Say how many of the lines below include the word "roads", and write nothing else.

(Stored data entries)

-- Opening Marker --

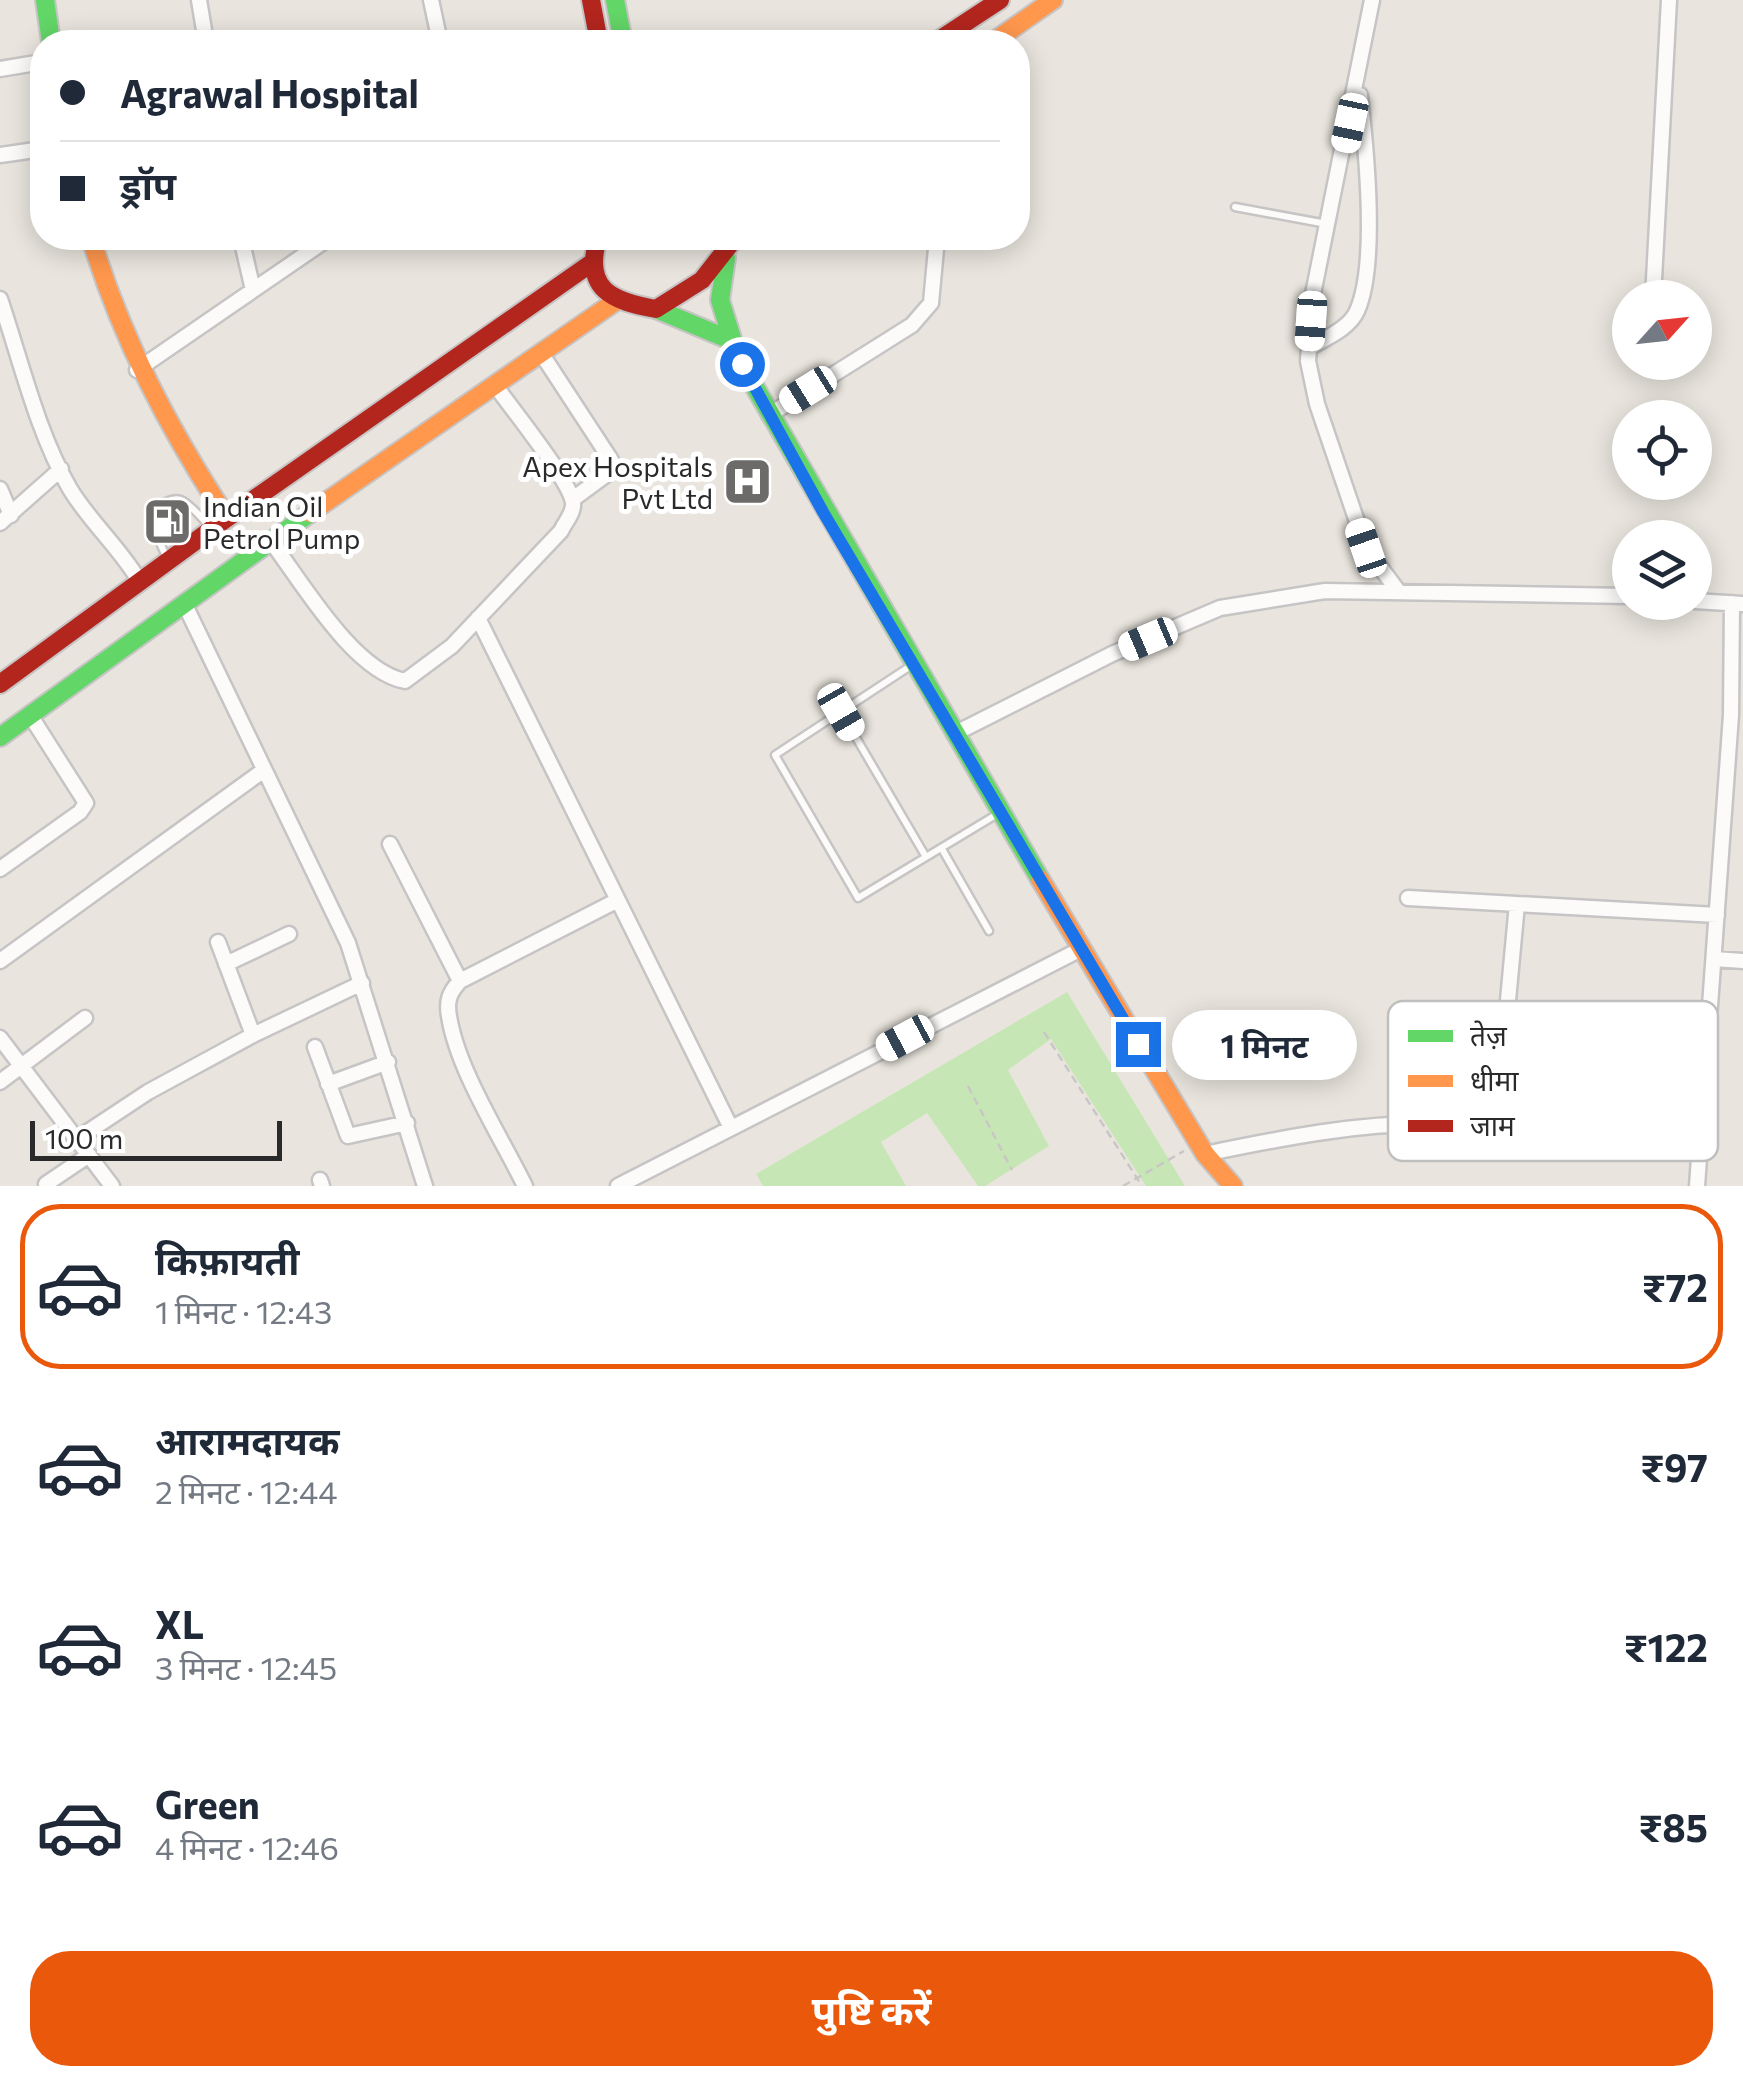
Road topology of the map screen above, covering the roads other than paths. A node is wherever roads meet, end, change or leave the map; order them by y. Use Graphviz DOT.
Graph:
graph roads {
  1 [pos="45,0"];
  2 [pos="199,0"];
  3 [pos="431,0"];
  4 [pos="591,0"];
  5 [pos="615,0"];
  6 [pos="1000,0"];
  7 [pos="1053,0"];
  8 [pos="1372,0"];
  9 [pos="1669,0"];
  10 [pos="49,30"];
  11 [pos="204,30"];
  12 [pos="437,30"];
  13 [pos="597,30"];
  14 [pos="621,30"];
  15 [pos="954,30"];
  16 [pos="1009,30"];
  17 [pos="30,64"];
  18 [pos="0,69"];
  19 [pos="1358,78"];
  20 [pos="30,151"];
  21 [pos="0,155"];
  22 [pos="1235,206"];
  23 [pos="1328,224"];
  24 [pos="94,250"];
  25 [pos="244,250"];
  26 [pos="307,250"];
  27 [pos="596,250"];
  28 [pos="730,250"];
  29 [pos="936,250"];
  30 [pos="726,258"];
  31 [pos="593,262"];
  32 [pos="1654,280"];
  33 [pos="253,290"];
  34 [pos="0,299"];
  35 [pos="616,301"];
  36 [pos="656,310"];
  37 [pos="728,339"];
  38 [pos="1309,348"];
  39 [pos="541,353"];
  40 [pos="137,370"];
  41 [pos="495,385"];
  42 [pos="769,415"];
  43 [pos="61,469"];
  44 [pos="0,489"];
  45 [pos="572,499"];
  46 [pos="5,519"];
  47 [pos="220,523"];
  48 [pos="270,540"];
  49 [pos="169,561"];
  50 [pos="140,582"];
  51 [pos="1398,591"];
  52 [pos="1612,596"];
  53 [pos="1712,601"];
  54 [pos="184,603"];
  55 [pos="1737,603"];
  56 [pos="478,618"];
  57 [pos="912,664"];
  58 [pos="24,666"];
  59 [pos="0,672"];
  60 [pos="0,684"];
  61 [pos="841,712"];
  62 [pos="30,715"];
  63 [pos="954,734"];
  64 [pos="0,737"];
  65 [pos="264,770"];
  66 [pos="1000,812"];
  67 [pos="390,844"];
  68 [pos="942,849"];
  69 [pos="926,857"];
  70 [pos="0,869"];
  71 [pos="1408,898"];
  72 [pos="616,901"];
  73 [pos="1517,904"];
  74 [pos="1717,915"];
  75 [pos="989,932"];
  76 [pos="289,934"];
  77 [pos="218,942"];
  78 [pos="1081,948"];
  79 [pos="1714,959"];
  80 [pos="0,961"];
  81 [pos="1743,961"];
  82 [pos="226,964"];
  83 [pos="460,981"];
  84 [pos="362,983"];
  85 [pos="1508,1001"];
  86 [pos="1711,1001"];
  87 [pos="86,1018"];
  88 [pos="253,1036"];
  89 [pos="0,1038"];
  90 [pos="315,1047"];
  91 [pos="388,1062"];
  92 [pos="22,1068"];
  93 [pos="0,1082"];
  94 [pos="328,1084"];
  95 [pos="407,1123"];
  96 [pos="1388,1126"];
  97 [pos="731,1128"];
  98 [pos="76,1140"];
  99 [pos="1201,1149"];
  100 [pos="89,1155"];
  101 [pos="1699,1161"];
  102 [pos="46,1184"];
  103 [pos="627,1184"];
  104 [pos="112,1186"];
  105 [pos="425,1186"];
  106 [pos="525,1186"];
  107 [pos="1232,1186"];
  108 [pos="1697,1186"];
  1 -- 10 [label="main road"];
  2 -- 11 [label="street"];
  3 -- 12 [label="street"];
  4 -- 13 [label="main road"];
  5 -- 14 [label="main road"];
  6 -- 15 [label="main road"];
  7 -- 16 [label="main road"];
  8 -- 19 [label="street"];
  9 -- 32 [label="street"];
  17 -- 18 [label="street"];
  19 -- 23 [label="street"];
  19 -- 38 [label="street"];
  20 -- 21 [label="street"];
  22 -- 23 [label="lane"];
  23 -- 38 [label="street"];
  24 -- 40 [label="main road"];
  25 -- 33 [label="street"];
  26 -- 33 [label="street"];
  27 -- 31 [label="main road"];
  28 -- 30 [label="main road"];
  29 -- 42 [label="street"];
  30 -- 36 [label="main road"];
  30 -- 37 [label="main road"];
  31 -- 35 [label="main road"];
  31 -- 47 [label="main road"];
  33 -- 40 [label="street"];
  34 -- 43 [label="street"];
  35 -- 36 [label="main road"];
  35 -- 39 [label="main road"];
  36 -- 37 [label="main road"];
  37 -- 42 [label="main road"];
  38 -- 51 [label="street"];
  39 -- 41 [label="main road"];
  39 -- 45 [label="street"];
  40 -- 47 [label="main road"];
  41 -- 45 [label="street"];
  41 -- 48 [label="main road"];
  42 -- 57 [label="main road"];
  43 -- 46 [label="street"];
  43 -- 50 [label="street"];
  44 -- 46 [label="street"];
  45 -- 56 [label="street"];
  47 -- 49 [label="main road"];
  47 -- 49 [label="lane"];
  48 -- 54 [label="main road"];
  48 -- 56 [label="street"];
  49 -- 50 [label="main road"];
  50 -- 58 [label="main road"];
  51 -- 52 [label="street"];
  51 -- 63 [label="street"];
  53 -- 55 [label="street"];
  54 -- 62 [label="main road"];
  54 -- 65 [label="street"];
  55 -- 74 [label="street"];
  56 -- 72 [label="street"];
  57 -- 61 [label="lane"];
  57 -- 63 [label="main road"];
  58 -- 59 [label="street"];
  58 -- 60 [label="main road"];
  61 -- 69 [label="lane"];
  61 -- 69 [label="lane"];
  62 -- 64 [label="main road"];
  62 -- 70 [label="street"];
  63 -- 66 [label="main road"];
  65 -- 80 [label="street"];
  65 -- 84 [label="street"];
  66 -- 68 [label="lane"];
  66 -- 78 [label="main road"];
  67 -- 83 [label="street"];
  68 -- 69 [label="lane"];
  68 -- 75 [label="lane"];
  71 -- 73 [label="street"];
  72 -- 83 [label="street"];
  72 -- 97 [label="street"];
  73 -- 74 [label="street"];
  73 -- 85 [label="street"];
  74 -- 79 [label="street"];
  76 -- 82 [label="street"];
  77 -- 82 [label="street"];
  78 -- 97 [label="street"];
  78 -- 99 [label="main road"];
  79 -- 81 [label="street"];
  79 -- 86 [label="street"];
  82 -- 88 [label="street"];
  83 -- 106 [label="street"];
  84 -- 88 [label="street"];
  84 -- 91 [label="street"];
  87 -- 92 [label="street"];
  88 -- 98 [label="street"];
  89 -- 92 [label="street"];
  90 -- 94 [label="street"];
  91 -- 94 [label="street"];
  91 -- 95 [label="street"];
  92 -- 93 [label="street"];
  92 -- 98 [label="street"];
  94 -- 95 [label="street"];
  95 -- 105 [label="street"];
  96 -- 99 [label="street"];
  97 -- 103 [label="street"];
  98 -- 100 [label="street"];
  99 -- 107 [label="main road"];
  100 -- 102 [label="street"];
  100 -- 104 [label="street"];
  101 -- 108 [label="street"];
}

-- Closing Marker --

▸ **Result for this exercise**
2